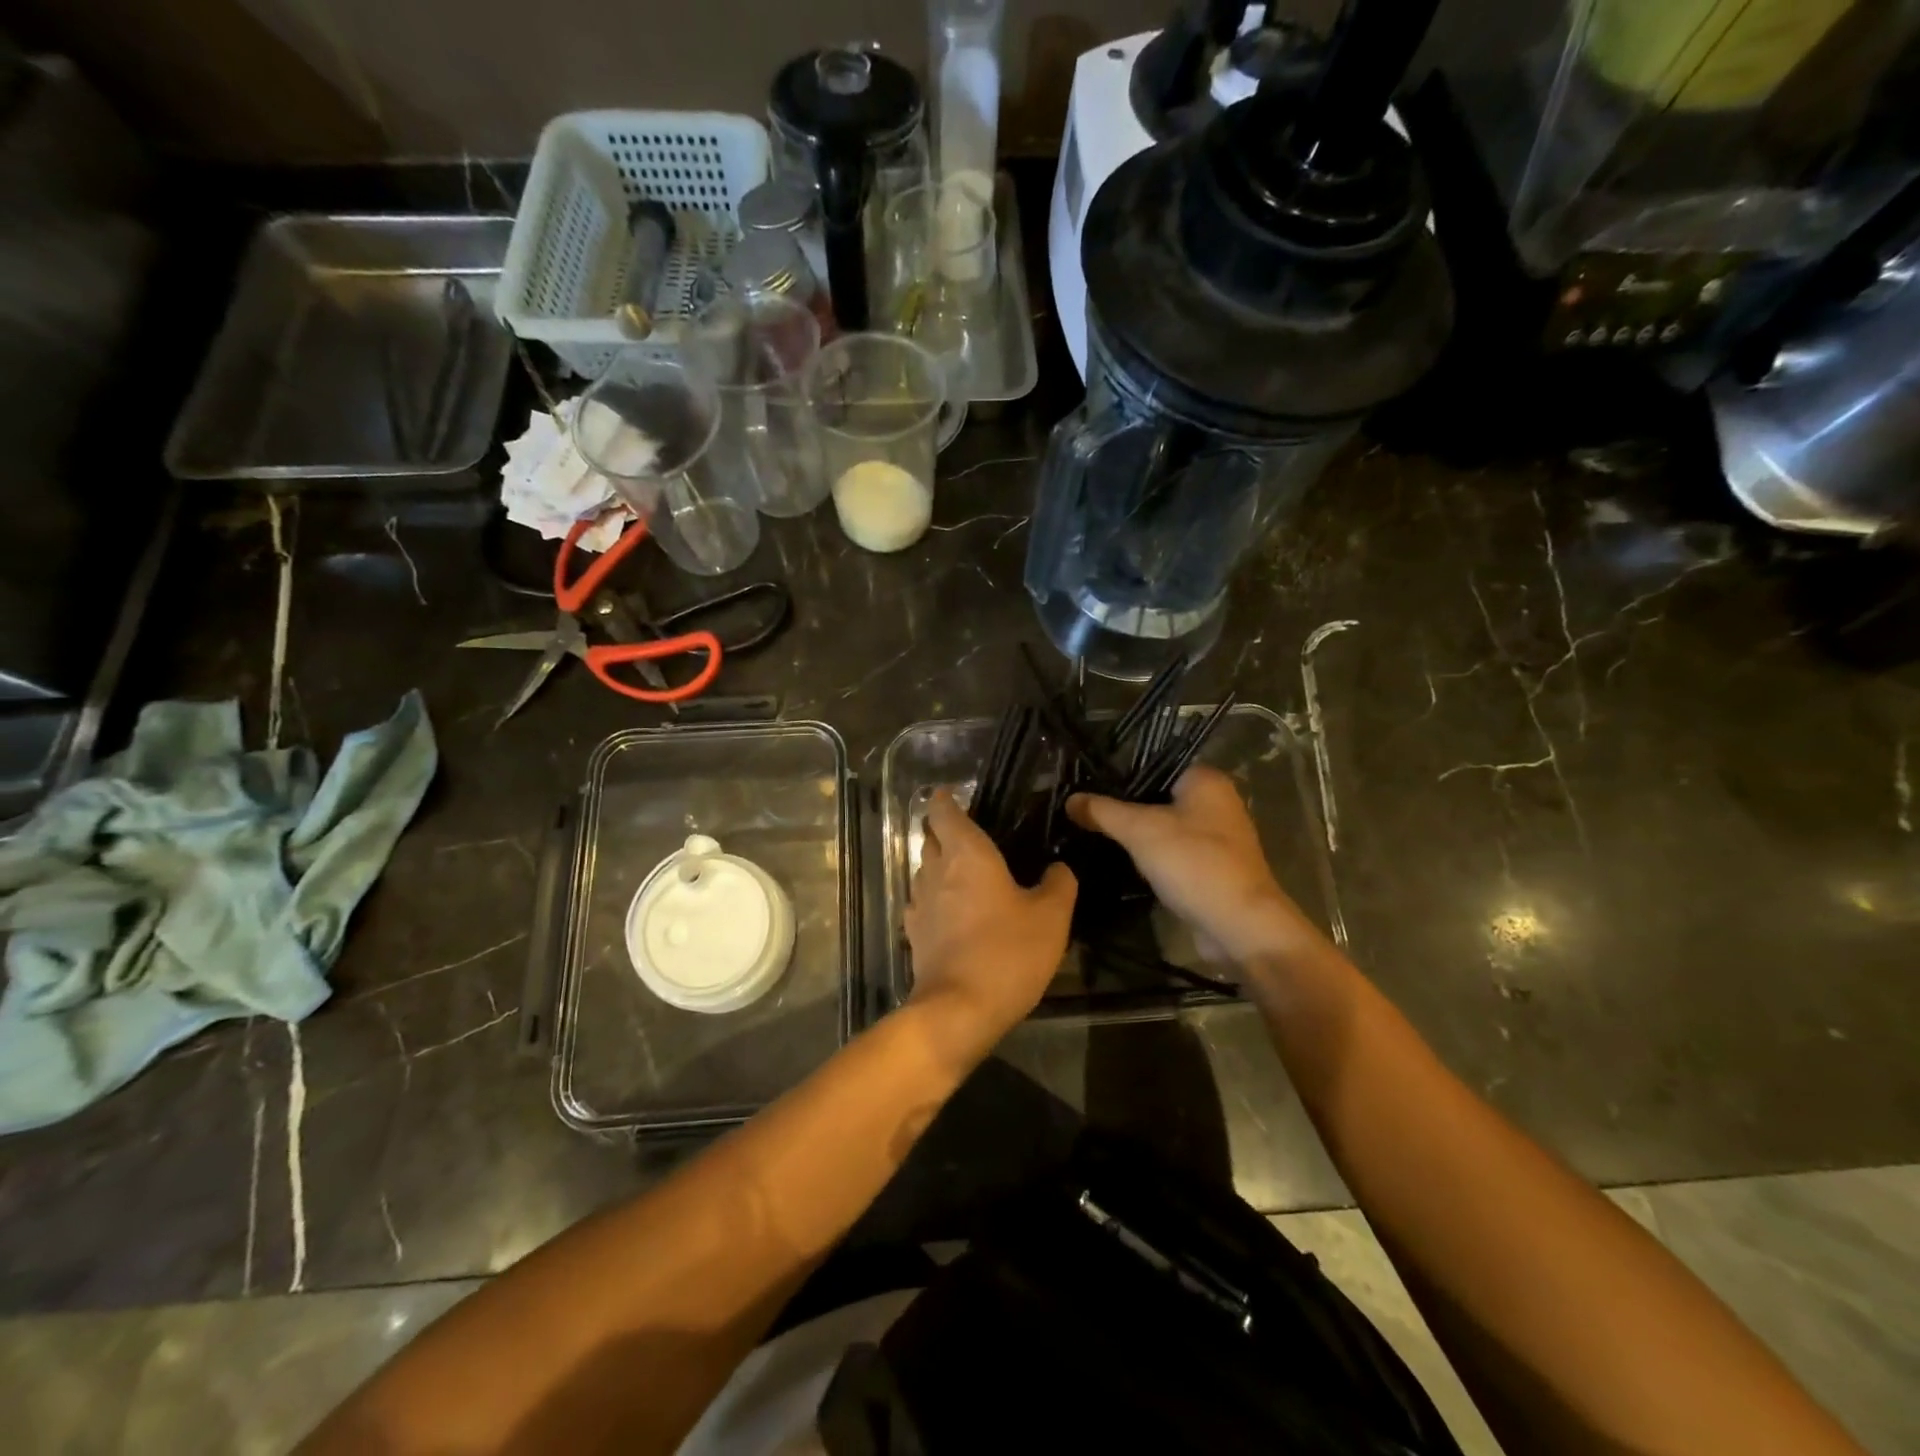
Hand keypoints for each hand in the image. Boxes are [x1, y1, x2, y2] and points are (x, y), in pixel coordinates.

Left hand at [905, 790, 1075, 1054]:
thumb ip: (1059, 883)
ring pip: (925, 870)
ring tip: (967, 875)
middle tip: (974, 837)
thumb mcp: (1052, 916)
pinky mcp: (914, 934)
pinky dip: (936, 899)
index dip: (947, 799)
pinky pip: (923, 902)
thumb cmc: (1008, 952)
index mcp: (967, 853)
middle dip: (945, 831)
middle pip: (931, 838)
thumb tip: (1058, 868)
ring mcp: (919, 903)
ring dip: (940, 866)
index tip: (954, 794)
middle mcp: (935, 870)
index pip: (944, 811)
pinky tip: (954, 914)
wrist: (959, 1009)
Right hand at [1067, 766, 1317, 965]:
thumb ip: (1103, 811)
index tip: (1086, 785)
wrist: (1238, 925)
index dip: (1118, 774)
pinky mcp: (1213, 867)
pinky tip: (1123, 863)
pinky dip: (1152, 857)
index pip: (1153, 764)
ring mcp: (1217, 837)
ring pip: (1164, 826)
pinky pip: (1173, 852)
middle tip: (1084, 812)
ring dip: (1137, 835)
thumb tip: (1070, 799)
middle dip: (1124, 807)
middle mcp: (1216, 802)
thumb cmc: (1193, 863)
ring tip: (1095, 835)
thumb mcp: (1140, 830)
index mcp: (1205, 780)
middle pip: (1157, 796)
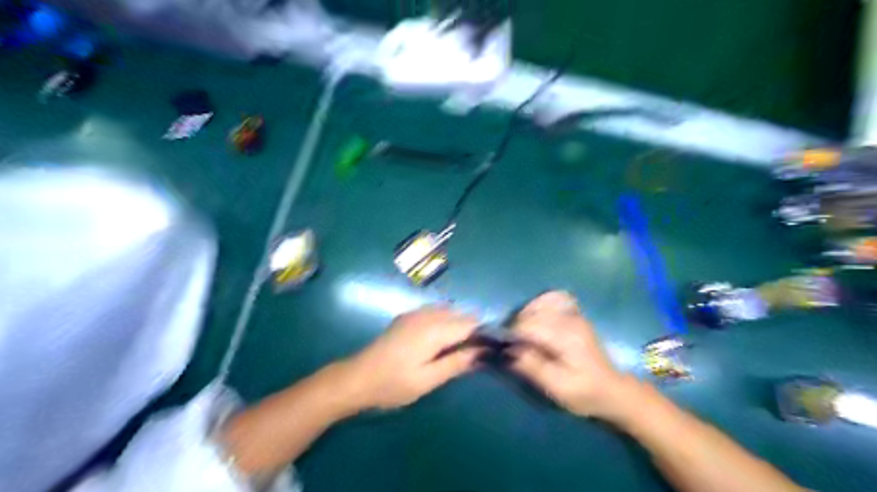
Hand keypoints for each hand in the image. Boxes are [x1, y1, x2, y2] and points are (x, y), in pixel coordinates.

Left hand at [345, 307, 481, 409]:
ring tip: (463, 347)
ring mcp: (415, 313)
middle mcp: (427, 314)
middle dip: (474, 328)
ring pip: (449, 310)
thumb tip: (483, 352)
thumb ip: (456, 364)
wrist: (356, 378)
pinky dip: (446, 320)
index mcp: (434, 330)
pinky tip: (442, 339)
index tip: (496, 347)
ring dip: (460, 323)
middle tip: (479, 352)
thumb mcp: (427, 380)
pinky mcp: (407, 316)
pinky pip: (435, 311)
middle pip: (461, 314)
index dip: (486, 333)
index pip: (470, 323)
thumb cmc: (393, 384)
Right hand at [512, 292, 634, 418]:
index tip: (503, 348)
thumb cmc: (585, 393)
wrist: (613, 391)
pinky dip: (540, 304)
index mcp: (566, 337)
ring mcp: (574, 314)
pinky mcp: (575, 315)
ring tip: (522, 333)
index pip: (529, 325)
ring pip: (541, 301)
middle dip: (516, 325)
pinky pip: (553, 298)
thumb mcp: (558, 388)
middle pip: (532, 311)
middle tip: (511, 345)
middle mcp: (570, 319)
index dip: (511, 334)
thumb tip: (508, 350)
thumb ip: (532, 367)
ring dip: (526, 314)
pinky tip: (536, 319)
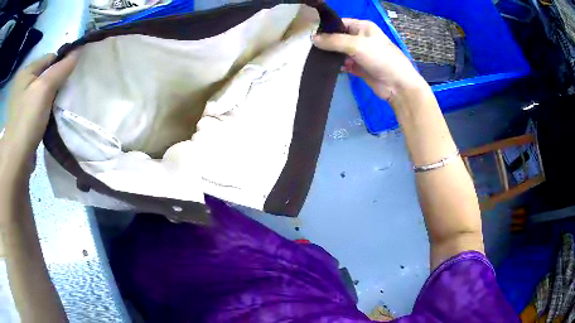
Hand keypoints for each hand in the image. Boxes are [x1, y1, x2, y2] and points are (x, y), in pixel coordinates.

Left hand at [1, 53, 76, 172]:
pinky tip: (48, 119)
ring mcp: (20, 104)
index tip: (71, 77)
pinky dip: (44, 112)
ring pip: (40, 93)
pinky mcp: (22, 121)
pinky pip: (36, 109)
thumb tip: (79, 50)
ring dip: (50, 99)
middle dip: (55, 83)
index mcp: (25, 71)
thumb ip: (61, 68)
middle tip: (65, 94)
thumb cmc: (27, 120)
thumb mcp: (45, 88)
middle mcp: (21, 84)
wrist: (15, 161)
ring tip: (57, 108)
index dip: (61, 64)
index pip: (49, 58)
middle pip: (44, 76)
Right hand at [313, 18, 426, 101]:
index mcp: (363, 27)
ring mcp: (360, 54)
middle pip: (338, 37)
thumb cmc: (380, 58)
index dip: (326, 28)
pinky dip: (337, 66)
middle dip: (326, 43)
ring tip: (316, 59)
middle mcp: (361, 38)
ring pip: (340, 52)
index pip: (340, 23)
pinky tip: (327, 68)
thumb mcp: (356, 45)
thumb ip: (333, 41)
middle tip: (310, 49)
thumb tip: (312, 38)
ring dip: (330, 55)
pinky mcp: (359, 68)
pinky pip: (344, 64)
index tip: (311, 35)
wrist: (398, 85)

______

TASK INSTRUCTIONS – Beginning with the line in which "middle mcp: (570, 319)" appears, repeat exactly each line down to the close of the material, leaving every picture out.

EXERCISE SOLUTION –
middle mcp: (570, 319)
index dip: (511, 334)
thumb tip: (508, 350)
thumb ip: (532, 367)
ring dip: (526, 314)
pinky tip: (536, 319)
Hand keypoints for each hand in the image. Boxes are [x1, y1, x2, y2] and points are (x, y), in pixel coordinates.

Left hand at [1, 53, 76, 172]:
pinky tip: (48, 119)
ring mcp: (20, 104)
index tip: (71, 77)
pinky dip: (44, 112)
ring pip: (40, 93)
pinky mcp: (22, 121)
pinky pip: (36, 109)
thumb tip: (79, 50)
ring dip: (50, 99)
middle dip: (55, 83)
index mcp: (25, 71)
thumb ip: (61, 68)
middle tip: (65, 94)
thumb cmc: (27, 120)
thumb mcp: (45, 88)
middle mcp: (21, 84)
wrist: (15, 161)
ring tip: (57, 108)
index dip: (61, 64)
index pip: (49, 58)
middle pip: (44, 76)
Right hand at [313, 18, 426, 101]:
index mcp: (363, 27)
ring mcp: (360, 54)
middle pip: (338, 37)
thumb cmc: (380, 58)
index dip: (326, 28)
pinky dip: (337, 66)
middle dip: (326, 43)
ring tip: (316, 59)
middle mcp: (361, 38)
ring pip: (340, 52)
index pip: (340, 23)
pinky tip: (327, 68)
thumb mcp: (356, 45)
thumb ip: (333, 41)
middle tip: (310, 49)
thumb tip: (312, 38)
ring dip: (330, 55)
pinky mcp: (359, 68)
pinky pip: (344, 64)
index tip: (311, 35)
wrist: (398, 85)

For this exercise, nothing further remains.